The basic idea of the Bennett Hypothesis is that federal subsidized loans cause tuition to increase, but the evidence supporting this hypothesis is ambiguous at best. In 2013, the Wall Street Journal brought together three economists to voice their ideas on rising tuition costs. While they disagreed about the exact relationship between federal aid and tuition, they provided two alternative theories as to why college tuition is increasing: consistently decreasing state funding and competition between colleges.
Decreased state funding
Dr. Fichtenbaum, professor at Wright State University, stated that the decline in state support for higher education has been one of the most important factors driving up prices at public universities. As this data from the Government Accountability Office shows, 2012 is the first time in the last decade that students are paying more in tuition than state sources’ contribution to higher education. The 8.45 percent decrease in state funding from 2003 to 2012 was matched almost equally by an 8.23 percent increase in average net tuition (estimated tuition after grant aid is deducted) during this period. A Federal Reserve Bank of New York post shows that decreasing state funding for higher education leads to an increase in public school tuition rates.
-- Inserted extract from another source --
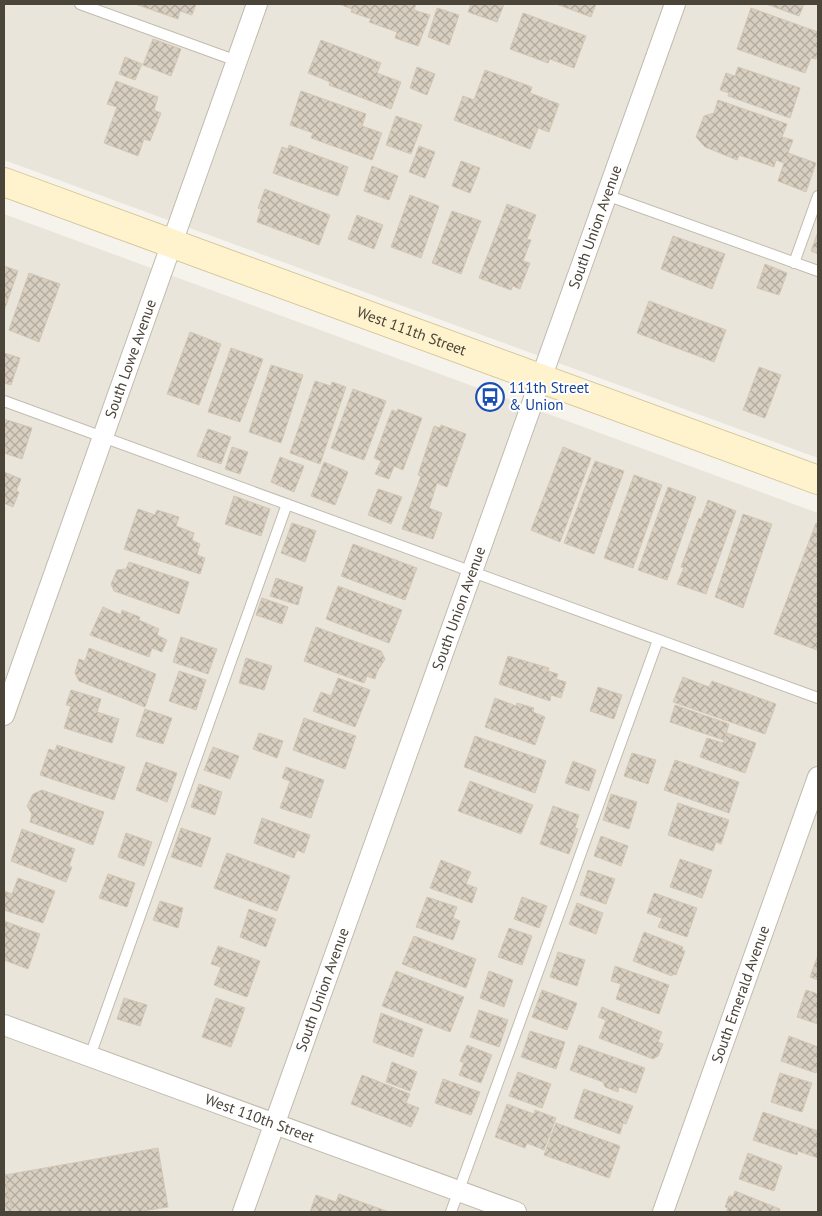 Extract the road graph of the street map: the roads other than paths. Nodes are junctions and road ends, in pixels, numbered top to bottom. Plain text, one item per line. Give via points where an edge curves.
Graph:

This trend in decreased state funding isn't a recent issue either. Since 1980, average state fiscal support for higher education has been on the decline, according to the American Council on Education (ACE). Even more strikingly, ACE is concerned about state funding for higher education hitting zero. Extrapolating past and present trends in funding, they estimate that all state funding could hit zero in 2059, with some states stopping funding as early as 2032.
While these trends have plenty of time to reverse themselves before 2059, it is important to keep in mind their current impact. Decreased funding, coupled with the evidence provided by the Government Accountability Office and Federal Reserve Bank, means that tuition hikes might not end any time soon.
Competition increases prices
Both Dr. Fichtenbaum and Dr. Vedder, director of the Center for College Affordability and Productivity, mention the cost of competition among colleges. An article from the University of Colorado – Denver studies the phenomenon of increasing competition leading to increasing prices in higher education.
As lower-quality schools (estimated in this paper by two-year colleges) enter the market, both private and public schools must differentiate themselves to signal quality. To do this, the paper argues, both private and public schools raise their sticker price (the amount schools advertise as tuition), but only public schools raise their paid price (the advertised tuition minus grants and scholarship) for all students. Private schools, on the other hand, are likely to give increased subsidies to higher quality or low income students while increasing the paid price for other students, overall keeping the same average paid price.
The Huffington Post and Forbes argue for another way increased competition could raise tuition; colleges differentiate themselves by prestige, and prestige is expensive. Ivy League schools don’t boast about their excellence in college affordability, but their top-tier faculty, state-of-the-art facilities, and plethora of research center. Their prestige costs money, and this cost is passed on to the students.
Though federally subsidized student aid may make tuition increases possible, it is likely that other sources ultimately cause the increases. Both decreased state funding and increased competition are likely culprits of tuition hikes, but they are not the only alternative theories. In my next post I will talk about Baumol’s Cost Disease and Bowen’s Rule.
[i] “Tuition” includes revenues from all tuition and fees assessed against students, net of refundsand discounts and allowances, for educational purposes. “Local” sources refer to funds provided and grants made by local government. “State” sources refer to funds received by colleges directly from a state legislature or through grants and contracts from state government agencies. “Federal” sources include appropriations for meeting current operating expenses, grants, contracts, and federal grant aid to students such as Pell Grants. “Other” sources include private gifts, grants and contracts; sales and services of educational activities; auxiliary enterprises; hospital revenues.